1865: Toad found in Coal at St. Helens... or Was It?
On June 27, 1865, at the monthly meeting of the Manchester Geological Society in England, Mr. Joseph Dickinson noted that two articles in the Manchester newspapers had recently alluded to the idea of toads being found entombed yet living; the first was of a mouthless toad found in stone in Hartlepool [see link below], and the second was that of a live toad found embedded in coal at St. Helens in Merseyside. Dickinson knew the owners of the mine where the St. Helens toad was found, and wrote to them for more information... they responded by sending him the very coal miner who discovered the toad, holding the very piece of coal with a hole on one side and the toad still alive within.

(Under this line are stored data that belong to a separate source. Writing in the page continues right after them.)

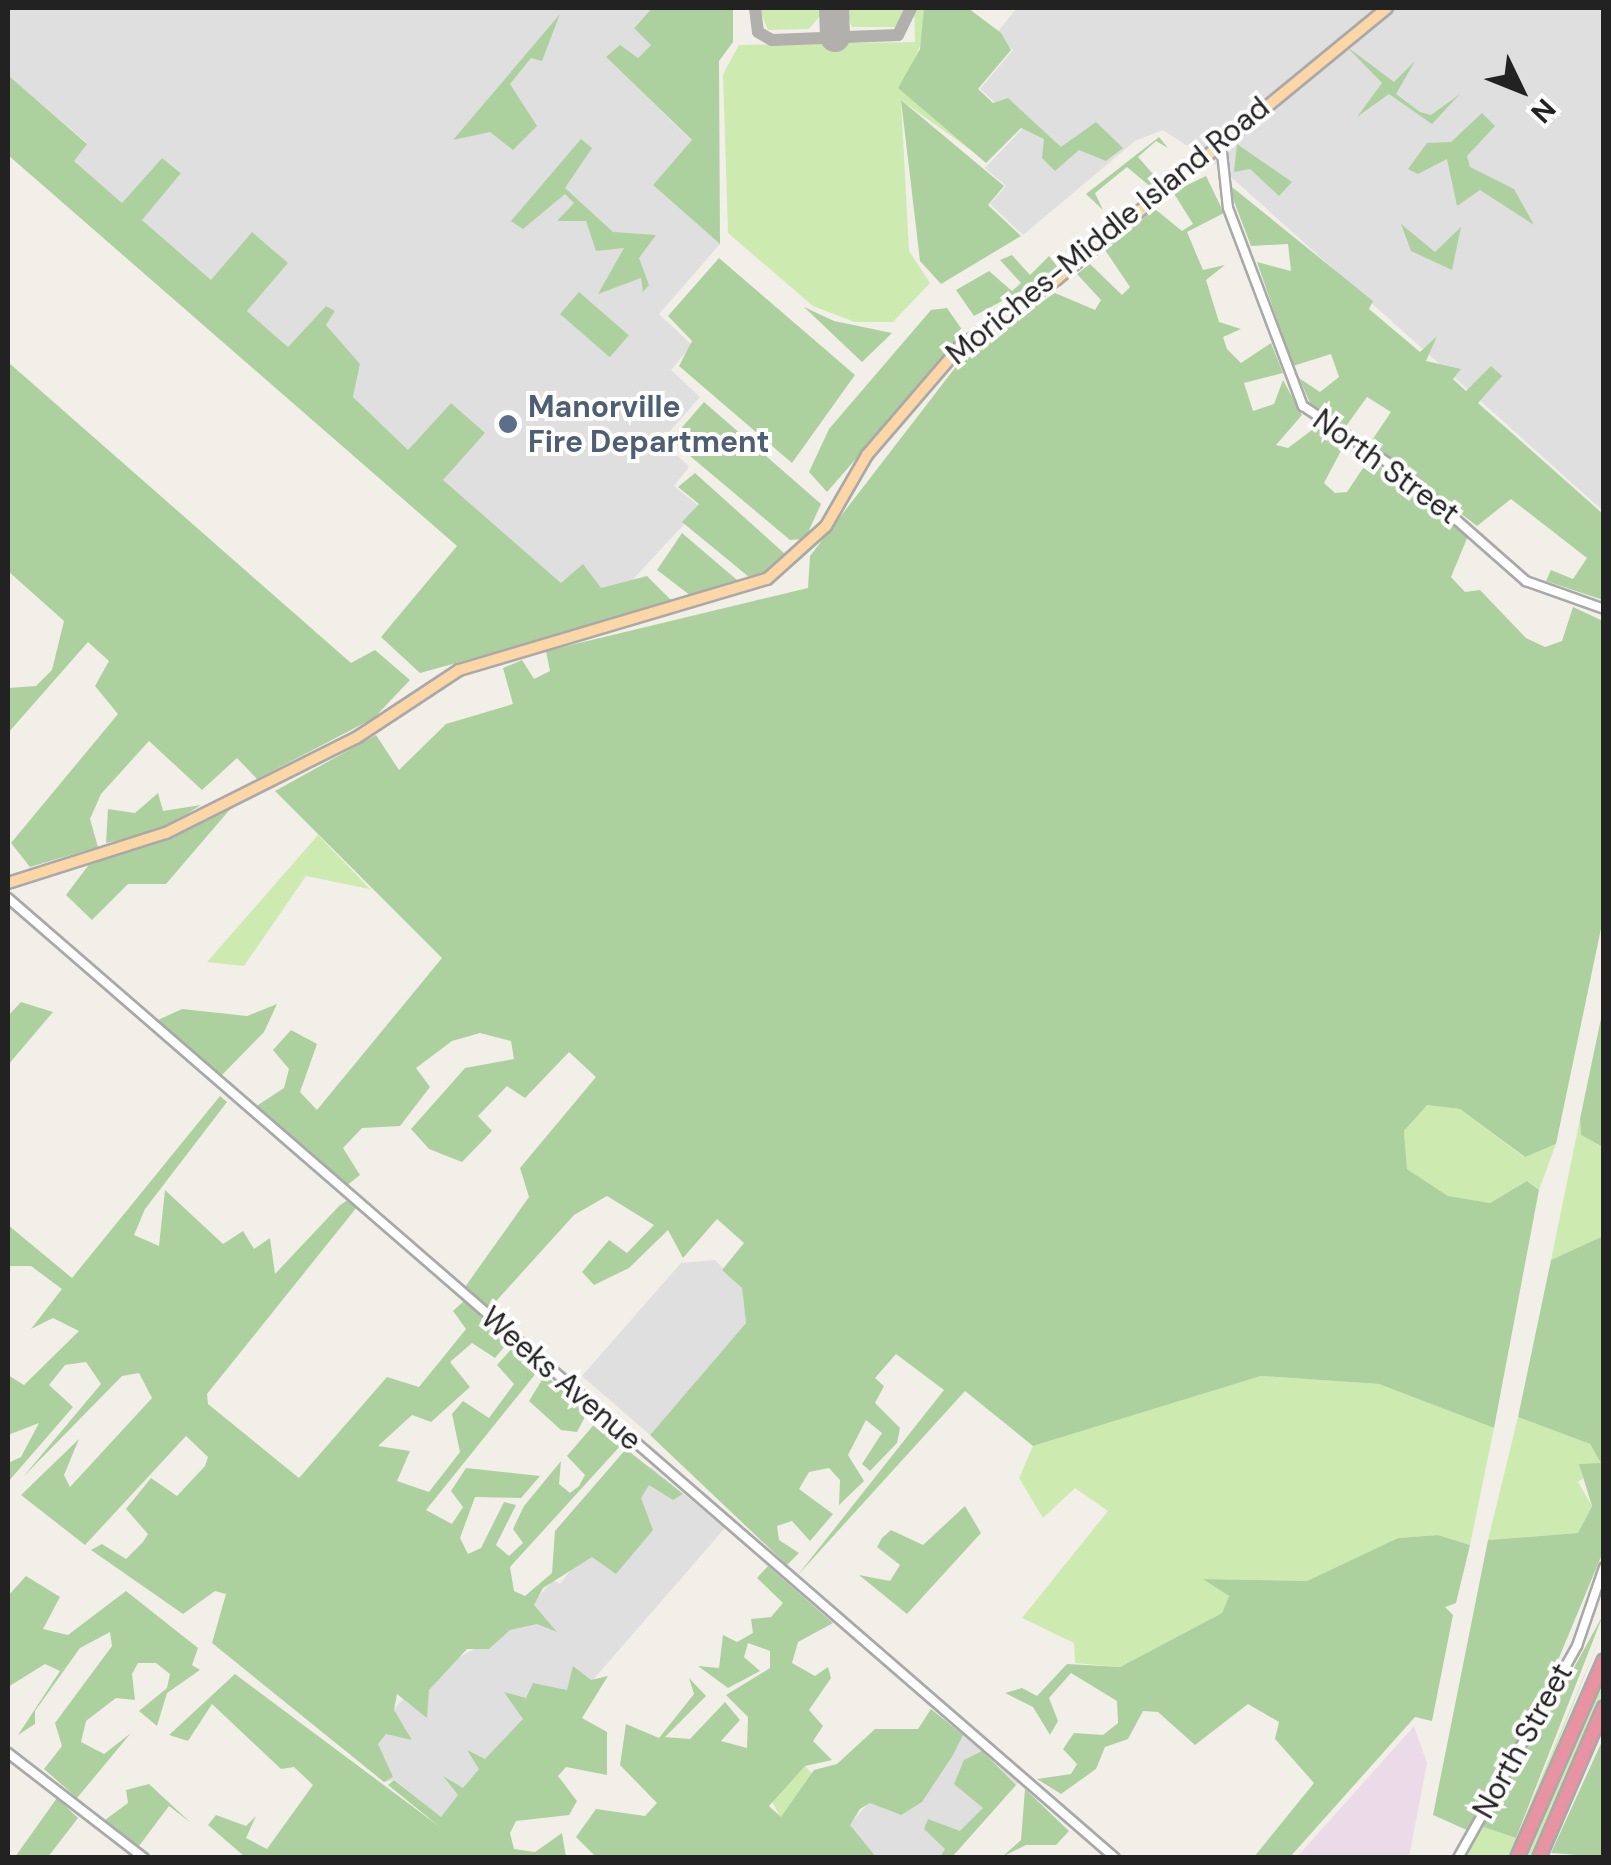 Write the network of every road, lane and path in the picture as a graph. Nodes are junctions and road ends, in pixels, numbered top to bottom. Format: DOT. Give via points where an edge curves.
graph roads {
  1 [pos="1387,8"];
  2 [pos="1221,140"];
  3 [pos="1199,160"];
  4 [pos="1221,168"];
  5 [pos="1604,609"];
  6 [pos="8,883"];
  7 [pos="8,898"];
  8 [pos="1604,1566"];
  9 [pos="1604,1660"];
  10 [pos="1604,1706"];
  11 [pos="8,1753"];
  12 [pos="144,1858"];
  13 [pos="1115,1858"];
  14 [pos="1458,1858"];
  15 [pos="1517,1858"];
  16 [pos="1539,1858"];
  1 -- 2 [label="main road, Moriches-Middle Island Road"];
  2 -- 3 [label="main road, Moriches-Middle Island Road"];
  2 -- 4 [label="street, North Street"];
  3 -- 4 [label="street"];
  3 -- 6 [label="main road, Moriches-Middle Island Road" via="960,347 867,455 826,526 767,580 458,670 356,738 166,833"];
  4 -- 5 [label="street, North Street" via="1303,406 1403,473 1526,581"];
  7 -- 13 [label="street, Weeks Avenue"];
  8 -- 14 [label="street, North Street" via="1576,1646"];
  9 -- 15 [label="highway"];
  10 -- 16 [label="highway"];
  11 -- 12 [label="street"];
}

Dickinson took the man to meet Mr. Plant at the Peel Park Museum, and they interviewed the coal miner for all the details about the discovery. When Mr. Plant personally examined the coal, he quickly stated his opinion that the man had made the hole himself; the miner stated that such a hole could not be made, but Mr. Plant rejoined that he knew an ivory carver who could make a better one. Mr. Plant then inserted his finger in the hole despite the miner warning him that the toad's bite was poisonous... and, having satisfied himself that he could feel chisel marks inside, Mr. Plant proposed to break the coal open. Perhaps not surprisingly, the miner objected to the suggestion and also refused to take the coal to be examined by Dr. Alcock of the Natural History Museum.
So the final conclusion of the Manchester Geological Society was that the St. Helens toad in coal was a fraud, and Mr. Plant identified both the St. Helens toad and the Hartlepool toad as being common British toads... but he had only examined photographs of the Hartlepool toad, and the photos are no longer available that I know of.